We then explored the translational potential of arginine targeting by quantifying the metabolic effects of PEGylated arginine deiminase (ADI-PEG20). ADI-PEG20 is a stabilized, systemically-administered enzyme that is currently under investigation as an anti-tumor agent against hepatocellular carcinoma and other solid tumors. Like arcA, ADI-PEG20 also converts arginine to citrulline and ammonia, thereby diverting arginine from proliferating cells. Five-week ADI-PEG20 treatment recapitulates hepatocyte Arg2- and arcA-induced improvements in body fat and calorie expenditure, insulin sensitivity, glucose tolerance, and peripheral and intrahepatic fat content. These improvements again associate with increased liver expression of Fgf21 and circulating FGF21 concentrations, and hepatic LC3B-II abundance. Next, we determined whether hepatocyte-specific deletion of Fgf21 or Becn1, which encodes a component of the autophagy phosphatidylinositol 3-kinase complex, reverses the metabolic effects of ADI-PEG20 in a Western diet-induced obese mouse model. Hepatocyte-specific fgf21 and becn1 deletion both partly reverse ADI-PEG20 effects on body fat, serum lipids and hepatic triglyceride accumulation. However, both genes are dispensable for ADI-PEG20-mediated improvements in glucose tolerance. In contrast, whole-body Becn1 haplo-insufficiency reverses ADI-PEG20-mediated reductions in fasting glucose in addition to blocking the effects on insulin tolerance and dyslipidemia. Moreover, single-cell ATAC sequencing revealed broad effects of on the accessible chromatin landscape in the hepatocyte population, which are abrogated in Becn1 haplo-insufficient mice. Together, these data indicate that systemically administered ADI-PEG20 exerts pleiotropic hepatocyte-specific and systemic effects that require fasting-like signals through FGF21 and BECN1. These complementary mechanisms mediate improvements in glucose, lipid, and insulin homeostasis downstream of arginine catabolism (Figure 1).

Figure 1.

Schematic describing multiple inputs through which to activate arginine turnover. Arginine catabolism drives hepatic and systemic autophagy and hepatokine secretion. This ultimately yields multi-systemic metabolic improvements.
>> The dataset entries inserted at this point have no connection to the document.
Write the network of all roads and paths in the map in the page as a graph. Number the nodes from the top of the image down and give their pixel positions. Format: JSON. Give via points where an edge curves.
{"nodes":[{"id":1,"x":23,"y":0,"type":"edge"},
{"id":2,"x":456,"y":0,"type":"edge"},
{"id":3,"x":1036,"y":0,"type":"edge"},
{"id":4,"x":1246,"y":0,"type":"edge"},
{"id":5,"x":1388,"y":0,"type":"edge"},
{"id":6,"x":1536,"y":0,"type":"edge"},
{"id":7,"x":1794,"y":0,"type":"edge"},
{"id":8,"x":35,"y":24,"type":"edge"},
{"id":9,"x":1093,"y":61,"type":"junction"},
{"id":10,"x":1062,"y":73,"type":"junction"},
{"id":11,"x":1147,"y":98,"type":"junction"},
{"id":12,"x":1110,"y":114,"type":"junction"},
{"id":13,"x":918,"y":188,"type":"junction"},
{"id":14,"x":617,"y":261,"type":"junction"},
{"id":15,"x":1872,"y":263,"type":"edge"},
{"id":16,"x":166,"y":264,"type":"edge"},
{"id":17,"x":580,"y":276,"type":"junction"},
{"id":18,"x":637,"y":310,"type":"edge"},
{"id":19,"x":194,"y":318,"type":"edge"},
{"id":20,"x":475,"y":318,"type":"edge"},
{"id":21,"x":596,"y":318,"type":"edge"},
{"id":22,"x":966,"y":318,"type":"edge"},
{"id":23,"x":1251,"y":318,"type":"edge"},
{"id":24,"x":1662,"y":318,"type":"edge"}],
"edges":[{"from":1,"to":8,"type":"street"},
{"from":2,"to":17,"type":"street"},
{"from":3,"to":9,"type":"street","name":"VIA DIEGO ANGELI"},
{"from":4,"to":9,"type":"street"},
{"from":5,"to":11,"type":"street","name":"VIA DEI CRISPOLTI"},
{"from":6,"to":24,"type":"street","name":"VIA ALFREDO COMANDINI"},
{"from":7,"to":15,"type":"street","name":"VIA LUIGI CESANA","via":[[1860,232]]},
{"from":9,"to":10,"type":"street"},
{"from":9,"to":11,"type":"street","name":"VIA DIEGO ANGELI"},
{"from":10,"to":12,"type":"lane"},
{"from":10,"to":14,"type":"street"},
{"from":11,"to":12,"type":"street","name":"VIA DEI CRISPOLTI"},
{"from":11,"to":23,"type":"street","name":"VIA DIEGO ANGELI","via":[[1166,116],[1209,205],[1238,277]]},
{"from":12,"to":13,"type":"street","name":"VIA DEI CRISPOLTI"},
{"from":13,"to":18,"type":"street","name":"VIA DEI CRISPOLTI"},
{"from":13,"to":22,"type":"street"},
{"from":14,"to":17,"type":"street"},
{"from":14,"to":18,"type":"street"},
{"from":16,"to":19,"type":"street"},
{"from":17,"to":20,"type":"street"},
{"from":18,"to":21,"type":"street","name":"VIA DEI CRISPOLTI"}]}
Autophagy activation is an emerging and promising treatment strategy across aging, proteostatic, inflammatory, neurodegenerative, and metabolic diseases. Important barriers to fully advance this strategy remain an incomplete understanding of autophagy-stimulating pathways that are amenable to pharmacotherapy, and complete mechanistic insight into pharmacotherapies that activate autophagy. Using obese, diabetic mouse models as a paradigm of its broader utility, we nominate hepatocyte- and systemic arginine catabolism as targetable, autophagy-promoting processes. We extend this to demonstrate that ADI-PEG20 leverages these processes to abate obesity and its complications. These findings warrant a more detailed examination of hepatocellular effects of altered arginine flux, and detailed mechanisms by which this regulates autophagy. Moreover, we anticipate that advancing ADI-PEG20 or perhaps other arginine-based therapies clinically will augment our armamentarium of agents to deploy across the spectrum of diseases with pathophysiology enrooted in autophagy deficiency.